El Archivo de Salamanca

Es curioso: la luz del sol tarda más de 8 minutos en llegar a la Tierra. En cambio, a nuestra imaginación le basta una fracción de segundo para cubrir la distancia que nos separa del astro rey. Desde la primera vez que intenté poner por escrito la historia de Joaquín y de Enriqueta -allá por el año 2002- a mi imaginación le había dado tiempo a cubrir infinitas veces la distancia que me separaba a mí del Centro Documental de la Memoria Histórica -el famoso archivo de Salamanca. Cuando en 2009, por fin, pude ir físicamente hasta allí, comprobé que, a diferencia de la luz del sol y de nuestra imaginación, la realidad se desplaza a pie.

Al cabo de dos horas en el centro de referencia para los investigadores de la guerra civil española, ya me había dado cuenta de que la decepción es una fascinación pasada de frenada. Posiblemente porque no tenía ni idea de cómo funciona un archivo, el más famoso de España me pareció un completo desastre. Los fondos no estaban digitalizados, la clasificación de los documentos no parecía haber variado desde la primera posguerra y los instrumentos de búsqueda se reducían a unos índices mecanografiados que era imposible consultar cuando estaban en manos de otro usuario.

En cuanto abrí los primeros legajos, sentí algo parecido al terror: las carpetas que subían desde el almacén eran un auténtico cajón de sastre en el que muchas veces no parecía haber mediado la lógica. Recuerdo haber tenido entre las manos algún documento que no figuraba en los índices y haber sentido estupefacción: ¿Sabrá alguien que este papel está aquí?, me preguntaba.

El archivo que frecuentemente era enarbolado como una bandera por políticos y mucha otra gente que probablemente jamás lo había visitado resultaba poco menos que un caos. Buena parte de sus fondos proceden de los documentos requisados por las tropas de Franco en su avance por la península con la esperanza de que sirviesen para incriminar a todos aquellos que apareciesen mencionados. Como su motivación para conservar las pruebas no era ni mucho menos histórica, tampoco lo fueron sus criterios de clasificación. Los fondos se organizaron de la manera más rápida posible: en función del lugar en que habían sido hallados, sin conceder importancia al hecho de que muchos de los documentos incautados en Valencia y Barcelona se hallasen allí porque los republicanos los habían trasladado con ellos en su retirada. Un error histórico que a lo largo de los 75 años siguientes nadie se molestaría en subsanar.

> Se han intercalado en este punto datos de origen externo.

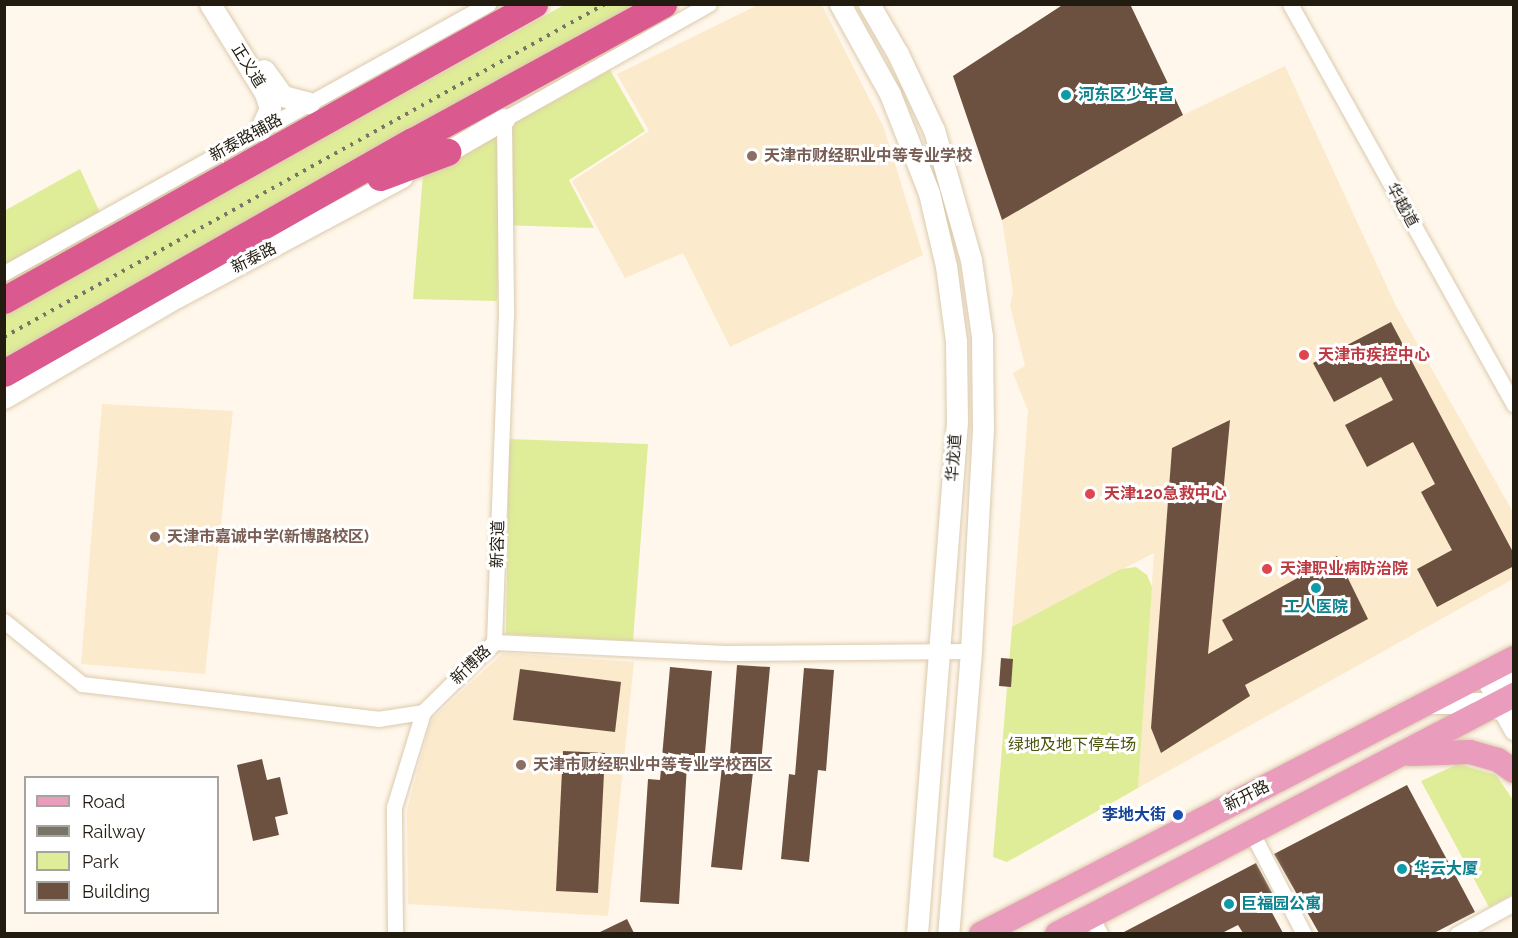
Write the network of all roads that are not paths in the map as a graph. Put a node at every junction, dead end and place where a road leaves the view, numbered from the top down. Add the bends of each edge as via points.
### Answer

De no haber sido por las referencias bibliográficas que ya traía anotadas de casa y, sobre todo, por la ayuda de alguno de los excelentes profesionales que trabajan en el centro, hubiese sido imposible encontrar nada útil en los pocos días de los que disponía. Han pasado cuatro años desde entonces y en el Centro Documental de la Memoria Histórica aseguran que en este tiempo ha digitalizado “numerosos fondos”, pero que “todavía son necesarios y útiles inventarios y bases de datos anteriores”. A mí no se me olvida que, después de tanta polémica sobre la propiedad del archivo, los papeles de Salamanca seguían estando en un estado de semiabandono. Solo espero que los que vengan después tengan alguna alternativa que no consista en peinar, uno a uno, todos los legajos sin tener la total seguridad de lo que van a encontrar en cada uno de ellos.